- PROBLEM STATEMENT -
The answer required is how many lines of the following entries contain the word "graph", with no other words.

[DATA RECORDS Boundary: Start]

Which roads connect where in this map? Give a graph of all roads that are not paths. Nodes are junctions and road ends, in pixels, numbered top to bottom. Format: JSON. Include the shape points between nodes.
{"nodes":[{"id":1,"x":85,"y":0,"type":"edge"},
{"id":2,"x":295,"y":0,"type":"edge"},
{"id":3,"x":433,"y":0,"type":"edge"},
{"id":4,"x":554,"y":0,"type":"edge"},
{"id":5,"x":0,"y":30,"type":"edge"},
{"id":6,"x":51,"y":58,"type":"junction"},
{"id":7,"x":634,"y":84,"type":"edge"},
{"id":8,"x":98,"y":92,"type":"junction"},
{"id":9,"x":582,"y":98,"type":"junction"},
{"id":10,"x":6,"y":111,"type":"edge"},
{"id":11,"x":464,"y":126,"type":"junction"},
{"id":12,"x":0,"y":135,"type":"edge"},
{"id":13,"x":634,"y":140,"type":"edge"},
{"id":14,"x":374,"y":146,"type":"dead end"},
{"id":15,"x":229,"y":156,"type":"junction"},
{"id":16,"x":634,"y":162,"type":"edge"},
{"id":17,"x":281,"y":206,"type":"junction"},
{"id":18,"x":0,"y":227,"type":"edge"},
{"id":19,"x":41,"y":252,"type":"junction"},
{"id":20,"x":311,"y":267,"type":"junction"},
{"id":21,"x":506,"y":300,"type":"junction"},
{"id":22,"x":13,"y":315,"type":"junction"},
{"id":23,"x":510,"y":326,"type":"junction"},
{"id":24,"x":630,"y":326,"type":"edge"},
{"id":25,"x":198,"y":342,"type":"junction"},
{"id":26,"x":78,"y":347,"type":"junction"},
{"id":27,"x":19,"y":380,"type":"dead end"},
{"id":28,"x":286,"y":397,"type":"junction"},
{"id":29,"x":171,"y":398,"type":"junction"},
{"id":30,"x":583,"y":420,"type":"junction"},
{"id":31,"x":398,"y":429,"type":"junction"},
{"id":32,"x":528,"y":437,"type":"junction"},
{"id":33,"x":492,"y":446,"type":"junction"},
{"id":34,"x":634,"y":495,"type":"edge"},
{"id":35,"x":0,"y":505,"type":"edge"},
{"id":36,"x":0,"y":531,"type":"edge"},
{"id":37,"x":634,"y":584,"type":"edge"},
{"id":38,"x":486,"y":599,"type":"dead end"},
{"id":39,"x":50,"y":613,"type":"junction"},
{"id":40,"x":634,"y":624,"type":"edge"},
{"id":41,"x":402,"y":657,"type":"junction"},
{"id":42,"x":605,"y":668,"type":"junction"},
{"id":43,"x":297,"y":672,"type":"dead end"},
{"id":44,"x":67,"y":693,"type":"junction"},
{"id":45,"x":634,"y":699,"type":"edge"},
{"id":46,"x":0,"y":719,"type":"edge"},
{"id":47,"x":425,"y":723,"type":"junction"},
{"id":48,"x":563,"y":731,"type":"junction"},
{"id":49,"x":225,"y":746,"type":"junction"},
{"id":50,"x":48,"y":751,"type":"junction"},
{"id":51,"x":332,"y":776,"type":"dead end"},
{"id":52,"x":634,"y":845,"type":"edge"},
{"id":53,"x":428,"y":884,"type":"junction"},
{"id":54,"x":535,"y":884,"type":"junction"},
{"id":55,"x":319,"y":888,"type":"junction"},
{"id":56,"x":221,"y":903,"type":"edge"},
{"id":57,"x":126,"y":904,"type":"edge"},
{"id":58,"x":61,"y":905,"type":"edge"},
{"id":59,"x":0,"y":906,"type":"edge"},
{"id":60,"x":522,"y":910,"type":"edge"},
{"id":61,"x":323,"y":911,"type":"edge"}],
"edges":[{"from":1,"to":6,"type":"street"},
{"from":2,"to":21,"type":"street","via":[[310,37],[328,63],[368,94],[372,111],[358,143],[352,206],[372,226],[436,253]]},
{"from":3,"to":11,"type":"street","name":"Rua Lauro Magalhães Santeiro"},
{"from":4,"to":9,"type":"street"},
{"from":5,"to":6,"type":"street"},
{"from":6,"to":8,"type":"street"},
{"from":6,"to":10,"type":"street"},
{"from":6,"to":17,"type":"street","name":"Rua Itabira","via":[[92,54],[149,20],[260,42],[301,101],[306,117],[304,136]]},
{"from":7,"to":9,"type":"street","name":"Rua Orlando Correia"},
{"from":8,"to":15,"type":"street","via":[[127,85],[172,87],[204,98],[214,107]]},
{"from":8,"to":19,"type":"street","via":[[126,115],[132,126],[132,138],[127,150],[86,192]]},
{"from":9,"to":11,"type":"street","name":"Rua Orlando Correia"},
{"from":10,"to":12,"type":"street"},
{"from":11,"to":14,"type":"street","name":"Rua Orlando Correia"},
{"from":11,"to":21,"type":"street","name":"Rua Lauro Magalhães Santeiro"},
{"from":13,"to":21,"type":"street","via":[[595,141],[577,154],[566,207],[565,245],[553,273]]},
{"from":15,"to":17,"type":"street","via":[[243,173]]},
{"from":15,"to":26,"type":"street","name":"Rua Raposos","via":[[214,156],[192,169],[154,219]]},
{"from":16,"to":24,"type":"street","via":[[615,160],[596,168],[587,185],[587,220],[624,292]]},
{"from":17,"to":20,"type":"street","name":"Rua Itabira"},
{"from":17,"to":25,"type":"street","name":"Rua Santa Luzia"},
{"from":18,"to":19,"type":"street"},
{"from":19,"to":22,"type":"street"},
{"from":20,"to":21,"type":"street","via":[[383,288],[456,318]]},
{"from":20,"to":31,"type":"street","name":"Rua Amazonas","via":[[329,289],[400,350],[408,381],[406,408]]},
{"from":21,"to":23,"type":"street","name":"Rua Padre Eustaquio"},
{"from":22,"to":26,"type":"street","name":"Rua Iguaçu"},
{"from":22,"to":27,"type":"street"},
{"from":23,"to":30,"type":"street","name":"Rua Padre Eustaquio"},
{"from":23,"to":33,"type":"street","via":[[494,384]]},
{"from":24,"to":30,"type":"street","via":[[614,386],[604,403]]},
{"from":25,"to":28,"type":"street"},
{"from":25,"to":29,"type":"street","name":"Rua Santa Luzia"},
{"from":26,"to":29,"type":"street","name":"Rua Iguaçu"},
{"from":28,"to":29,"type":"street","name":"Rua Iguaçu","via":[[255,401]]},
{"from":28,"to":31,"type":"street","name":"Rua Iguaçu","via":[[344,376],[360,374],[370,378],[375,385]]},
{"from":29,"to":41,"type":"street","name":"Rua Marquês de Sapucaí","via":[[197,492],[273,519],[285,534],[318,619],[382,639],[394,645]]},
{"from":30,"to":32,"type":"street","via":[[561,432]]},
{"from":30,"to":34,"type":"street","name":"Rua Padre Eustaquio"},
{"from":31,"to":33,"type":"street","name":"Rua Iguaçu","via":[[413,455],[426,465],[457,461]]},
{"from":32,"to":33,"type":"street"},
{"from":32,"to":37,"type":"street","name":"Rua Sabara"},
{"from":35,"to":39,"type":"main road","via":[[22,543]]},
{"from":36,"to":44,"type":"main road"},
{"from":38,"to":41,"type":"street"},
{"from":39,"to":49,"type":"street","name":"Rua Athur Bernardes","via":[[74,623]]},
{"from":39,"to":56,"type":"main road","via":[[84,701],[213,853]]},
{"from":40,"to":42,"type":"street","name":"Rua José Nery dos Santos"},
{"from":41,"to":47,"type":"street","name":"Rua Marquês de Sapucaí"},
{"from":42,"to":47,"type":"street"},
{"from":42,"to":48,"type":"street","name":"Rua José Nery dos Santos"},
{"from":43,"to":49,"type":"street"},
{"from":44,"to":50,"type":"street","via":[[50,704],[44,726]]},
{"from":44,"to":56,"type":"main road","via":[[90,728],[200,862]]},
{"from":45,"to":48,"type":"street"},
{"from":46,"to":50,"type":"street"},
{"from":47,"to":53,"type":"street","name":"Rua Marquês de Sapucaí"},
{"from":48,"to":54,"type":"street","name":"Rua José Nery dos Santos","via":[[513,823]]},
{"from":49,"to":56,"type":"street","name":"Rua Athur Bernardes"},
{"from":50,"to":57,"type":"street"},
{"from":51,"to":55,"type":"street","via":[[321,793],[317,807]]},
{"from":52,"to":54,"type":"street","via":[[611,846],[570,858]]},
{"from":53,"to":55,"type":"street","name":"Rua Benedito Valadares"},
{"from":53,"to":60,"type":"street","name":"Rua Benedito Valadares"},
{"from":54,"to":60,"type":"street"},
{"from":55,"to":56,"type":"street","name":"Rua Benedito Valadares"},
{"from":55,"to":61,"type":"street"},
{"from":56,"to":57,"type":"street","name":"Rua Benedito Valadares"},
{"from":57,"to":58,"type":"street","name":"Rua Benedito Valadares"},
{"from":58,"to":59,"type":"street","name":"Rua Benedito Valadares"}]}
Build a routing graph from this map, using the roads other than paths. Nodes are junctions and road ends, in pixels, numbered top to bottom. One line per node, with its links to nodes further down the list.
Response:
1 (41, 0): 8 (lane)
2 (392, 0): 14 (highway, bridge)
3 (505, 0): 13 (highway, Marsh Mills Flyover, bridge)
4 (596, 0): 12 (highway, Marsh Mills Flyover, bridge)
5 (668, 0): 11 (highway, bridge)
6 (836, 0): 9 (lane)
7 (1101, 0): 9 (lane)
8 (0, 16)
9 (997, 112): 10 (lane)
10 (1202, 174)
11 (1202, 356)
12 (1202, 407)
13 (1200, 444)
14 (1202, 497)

[DATA RECORDS Boundary: End]

- RESULT -
2